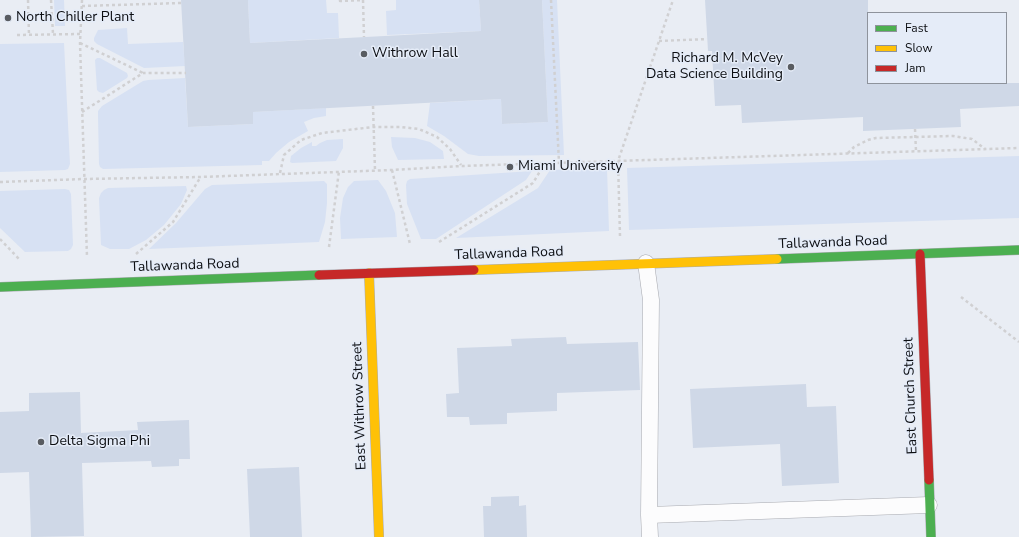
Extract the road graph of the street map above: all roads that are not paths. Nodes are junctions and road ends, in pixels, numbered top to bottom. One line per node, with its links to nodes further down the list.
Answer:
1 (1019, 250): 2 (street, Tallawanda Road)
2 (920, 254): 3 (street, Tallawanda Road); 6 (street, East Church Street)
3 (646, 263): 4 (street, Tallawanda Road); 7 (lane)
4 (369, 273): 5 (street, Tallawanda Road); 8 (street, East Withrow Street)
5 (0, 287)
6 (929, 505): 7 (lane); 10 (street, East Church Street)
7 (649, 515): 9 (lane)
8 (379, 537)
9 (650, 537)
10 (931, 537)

────────────────

## Task directions
Repeat the listing above in full, exactly, and omit its pictures.

## Response box
Extract the road graph of the street map above: all roads that are not paths. Nodes are junctions and road ends, in pixels, numbered top to bottom. One line per node, with its links to nodes further down the list.
Answer:
1 (1019, 250): 2 (street, Tallawanda Road)
2 (920, 254): 3 (street, Tallawanda Road); 6 (street, East Church Street)
3 (646, 263): 4 (street, Tallawanda Road); 7 (lane)
4 (369, 273): 5 (street, Tallawanda Road); 8 (street, East Withrow Street)
5 (0, 287)
6 (929, 505): 7 (lane); 10 (street, East Church Street)
7 (649, 515): 9 (lane)
8 (379, 537)
9 (650, 537)
10 (931, 537)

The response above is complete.